* Data:
· · · ·

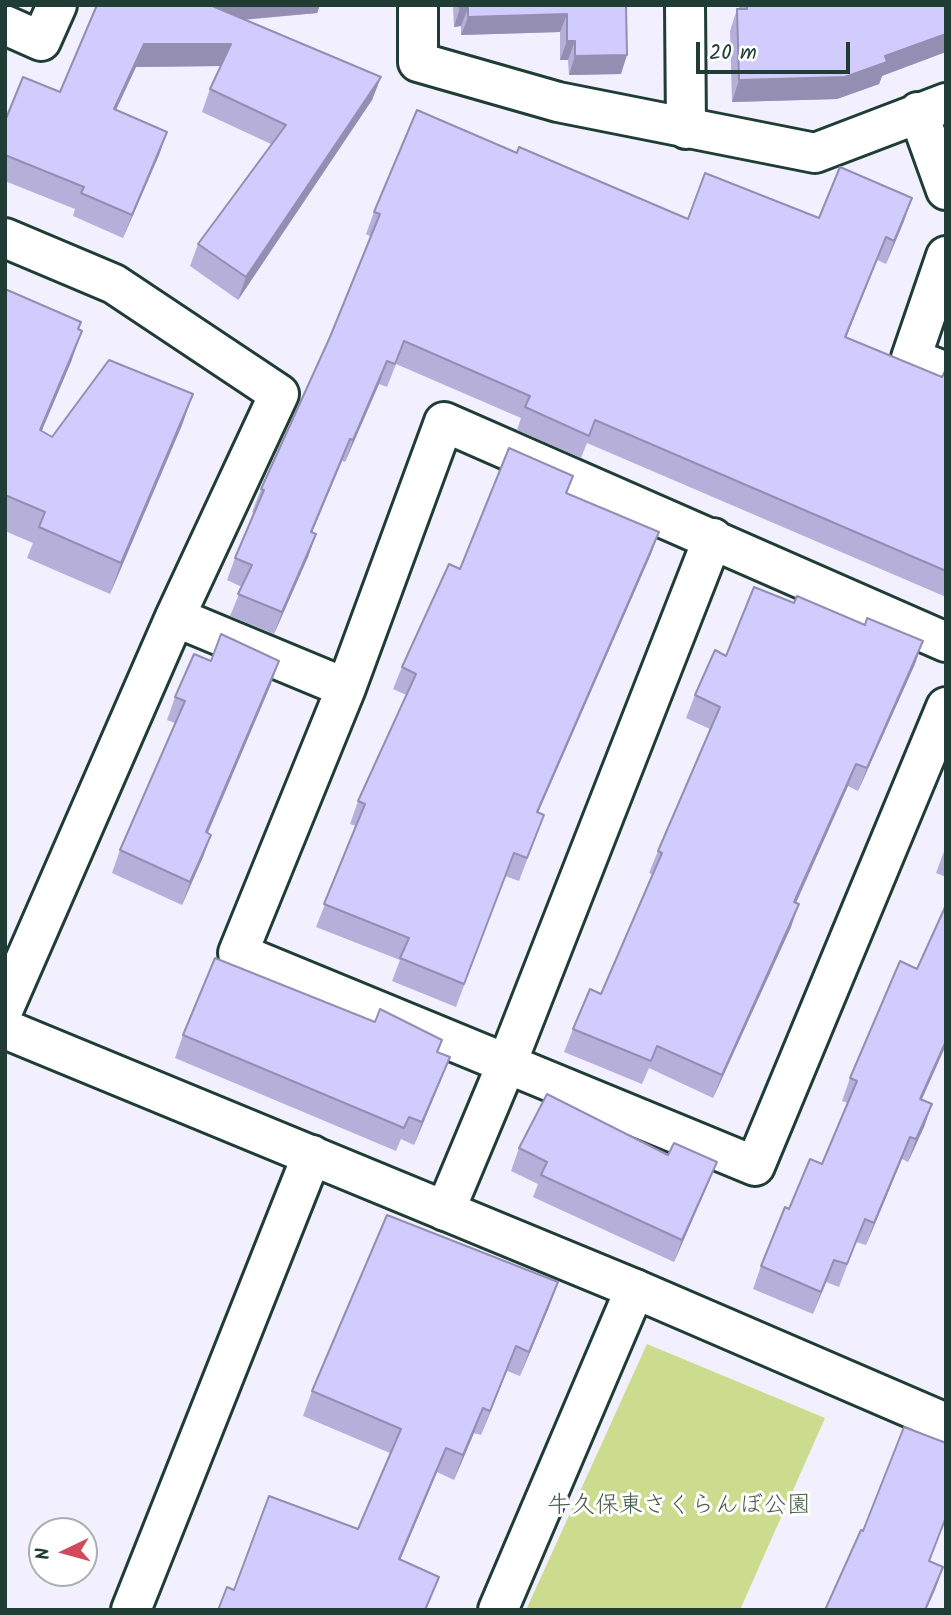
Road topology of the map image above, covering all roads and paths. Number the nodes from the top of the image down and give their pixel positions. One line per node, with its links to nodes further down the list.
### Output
1 (57, 5): 4 (street)
2 (418, 5): 6 (street)
3 (685, 5): 6 (street)
4 (5, 25)
5 (932, 108): 6 (street); 7 (street)
6 (686, 129)
7 (946, 190)
8 (5, 238): 12 (street)
9 (946, 256): 10 (street)
10 (946, 372)
11 (713, 538): 13 (street); 14 (street); 18 (street)
12 (175, 617): 14 (street); 16 (street)
13 (946, 642)
14 (346, 688): 18 (street)
15 (946, 707): 18 (street)
16 (5, 1006)
17 (5, 1029): 19 (street)
18 (507, 1063): 20 (street)
19 (312, 1155): 20 (street); 23 (street)
20 (445, 1211): 21 (street)
21 (635, 1289): 22 (street); 24 (street)
22 (946, 1423)
23 (131, 1610)
24 (498, 1610)

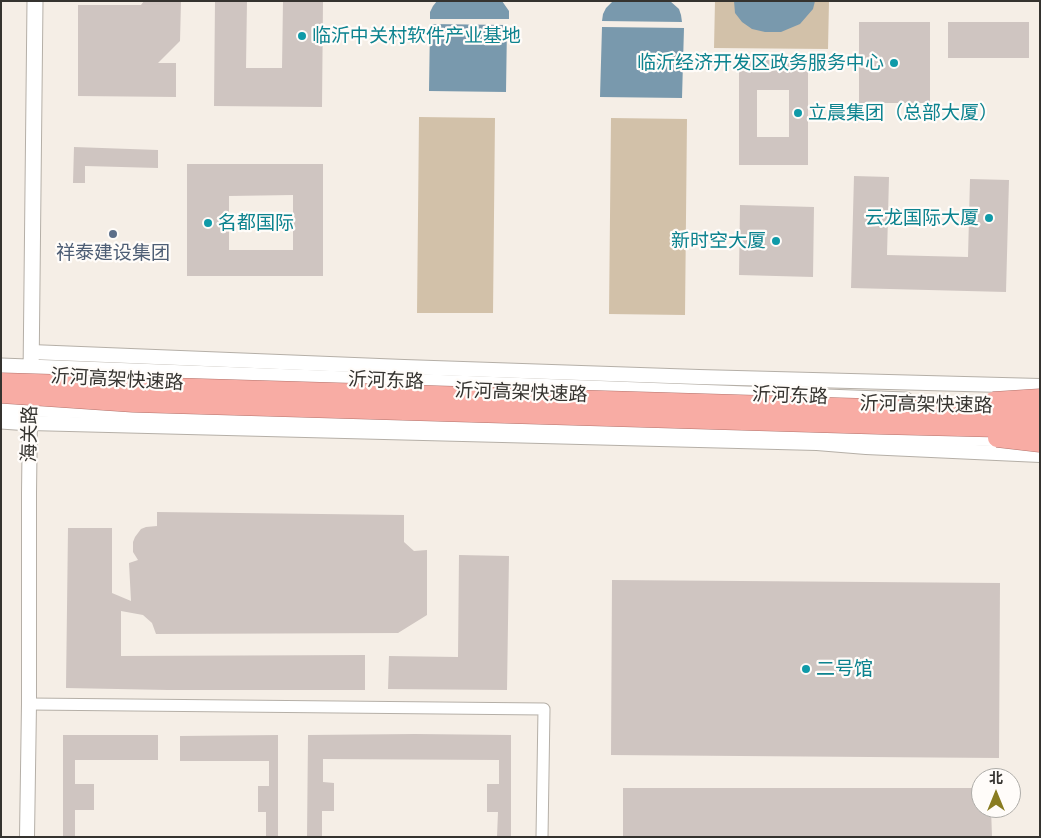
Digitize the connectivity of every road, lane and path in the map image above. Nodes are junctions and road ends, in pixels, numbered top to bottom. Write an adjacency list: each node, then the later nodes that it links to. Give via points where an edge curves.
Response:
1 (35, 1): 2 (main road, 海关路)
2 (31, 359): 3 (main road, 沂河东路); 5 (street); 8 (main road, 沂河东路); 11 (main road, 海关路)
3 (1, 366)
4 (1, 382): 12 (highway, 沂河高架快速路, bridge)
5 (1040, 386)
6 (1, 394): 12 (highway, 沂河高架快速路, bridge, via 133,403)
7 (1040, 398): 12 (highway, bridge)
8 (1040, 406)
9 (1, 408): 11 (main road, 沂河东路)
10 (1040, 413): 12 (highway, 沂河高架快速路, bridge)
11 (30, 416): 13 (main road); 15 (main road, 沂河东路); 17 (street); 19 (street, 海关路)
12 (879, 417): 14 (highway, 沂河高架快速路, bridge); 16 (highway, bridge)
13 (1, 421)
14 (1040, 429)
15 (760, 432): 16 (main road, 沂河东路); 17 (main road)
16 (1040, 441)
17 (789, 442): 18 (street)
18 (1040, 455)
19 (29, 704): 20 (street, 海关路); 21 (street, via 544,709)
20 (27, 837)
21 (542, 837)

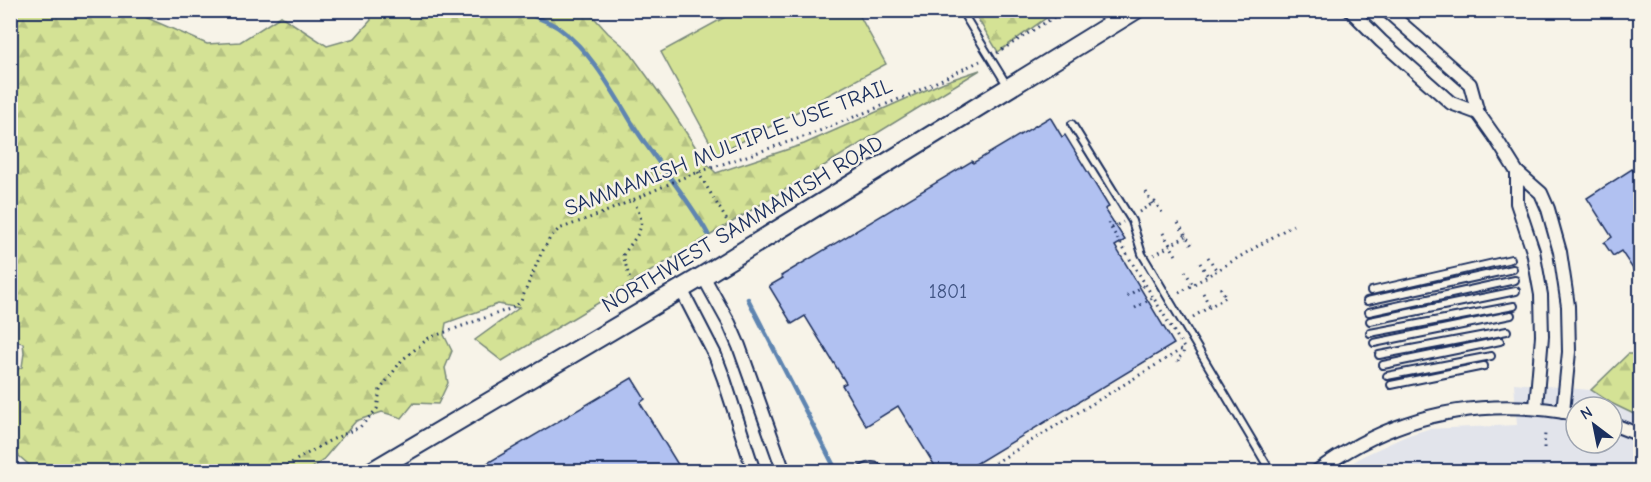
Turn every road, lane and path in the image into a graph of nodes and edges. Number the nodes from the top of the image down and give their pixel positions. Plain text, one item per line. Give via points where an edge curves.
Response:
1 (961, 10) edge
2 (1065, 10) edge
3 (1135, 10) edge
4 (1350, 10) edge
5 (1386, 10) edge
6 (990, 57) junction
7 (1009, 88) junction
8 (1478, 114) junction
9 (1072, 124) dead end
10 (698, 172) junction
11 (1517, 172) junction
12 (1146, 192) dead end
13 (633, 200) junction
14 (1152, 204) junction
15 (1139, 212) dead end
16 (1163, 214) dead end
17 (1123, 222) dead end
18 (1108, 223) dead end
19 (1178, 223) dead end
20 (729, 224) dead end
21 (1293, 225) dead end
22 (1112, 228) junction
23 (1163, 233) dead end
24 (1186, 236) junction
25 (1170, 245) junction
26 (1193, 248) dead end
27 (1154, 255) dead end
28 (1177, 257) dead end
29 (1208, 257) dead end
30 (1512, 259) dead end
31 (1200, 263) dead end
32 (1513, 269) dead end
33 (1217, 271) junction
34 (1185, 272) dead end
35 (703, 276) junction
36 (1208, 276) junction
37 (1515, 280) dead end
38 (631, 284) dead end
39 (1218, 284) dead end
40 (1145, 285) junction
41 (1193, 285) junction
42 (681, 289) junction
43 (1371, 291) dead end
44 (1515, 291) dead end
45 (1203, 293) dead end
46 (1179, 294) dead end
47 (1127, 296) dead end
48 (1153, 297) junction
49 (1367, 301) dead end
50 (1514, 306) dead end
51 (1210, 307) junction
52 (1135, 308) dead end
53 (1369, 312) dead end
54 (1511, 315) dead end
55 (1193, 317) dead end
56 (1370, 321) dead end
57 (1507, 331) dead end
58 (1370, 333) dead end
59 (1500, 340) dead end
60 (1374, 343) dead end
61 (1184, 348) junction
62 (1379, 355) dead end
63 (1491, 356) dead end
64 (1180, 364) dead end
65 (1383, 364) dead end
66 (1484, 366) dead end
67 (1387, 376) dead end
68 (1391, 385) dead end
69 (1536, 408) junction
70 (1563, 412) joint
71 (1624, 429) edge
72 (1545, 433) dead end
73 (1641, 435) edge
74 (1544, 448) dead end
75 (1335, 458) junction
76 (10, 461) edge
77 (1543, 465) dead end
78 (20, 471) edge
79 (276, 471) edge
80 (371, 471) edge
81 (754, 471) edge
82 (784, 471) edge
83 (858, 471) edge
84 (883, 471) edge
85 (980, 471) edge
86 (1271, 471) edge
87 (1316, 471) edge
88 (1333, 471) edge
89 (1542, 471) edge

1 - 6 lane
2 - 6 path, SAMMAMISH MULTIPLE USE TRAIL
3 - 7 main road, NORTHWEST SAMMAMISH ROAD
4 - 8 street via 1451,103
5 - 8 street via 1470,84
6 - 7 lane
6 - 10 path, SAMMAMISH MULTIPLE USE TRAIL via 809,135
7 - 35 main road, NORTHWEST SAMMAMISH ROAD
8 - 11 street
9 - 86 lane via 1132,221 1142,254
10 - 13 path, SAMMAMISH MULTIPLE USE TRAIL
10 - 20 path
11 - 69 street via 1517,203 1533,250 1541,295
11 - 70 street via 1541,193 1562,262 1569,326
12 - 14 path
13 - 38 path via 642,216 639,233 623,255
13 - 79 path, SAMMAMISH MULTIPLE USE TRAIL via 559,229 550,238 515,307 429,338 402,360 380,390 377,410 360,427
14 - 15 path
14 - 16 path via 1155,202
17 - 22 path
18 - 22 path
19 - 24 path
21 - 33 path
22 - 40 path
23 - 25 path
24 - 25 path
24 - 26 path
25 - 27 path
25 - 28 path
29 - 33 path
30 - 43 lane
31 - 36 path
32 - 49 lane
33 - 36 path
34 - 41 path
35 - 42 main road, NORTHWEST SAMMAMISH ROAD
35 - 82 street via 739,346
36 - 41 path
37 - 53 lane
39 - 51 path via 1226,297
40 - 47 path
40 - 48 path
41 - 46 path
42 - 80 main road, NORTHWEST SAMMAMISH ROAD
42 - 81 street via 721,371
44 - 56 lane
45 - 51 path
48 - 52 path
48 - 61 path
50 - 58 lane
51 - 55 path
54 - 60 lane
57 - 62 lane
59 - 65 lane
61 - 64 path via 1177,359
61 - 85 path
63 - 67 lane
66 - 68 lane
69 - 70 street
69 - 75 street via 1487,407 1428,416 1383,432
71 - 73 street
72 - 74 path
75 - 87 street
75 - 88 lane
76 - 78 path
77 - 89 path
83 - 84 lane via 867,466 878,466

· · · ·

* What is needed: Each line above that includes "沂河东路" counts once; state the total and nothing more.

* Response to this task: 4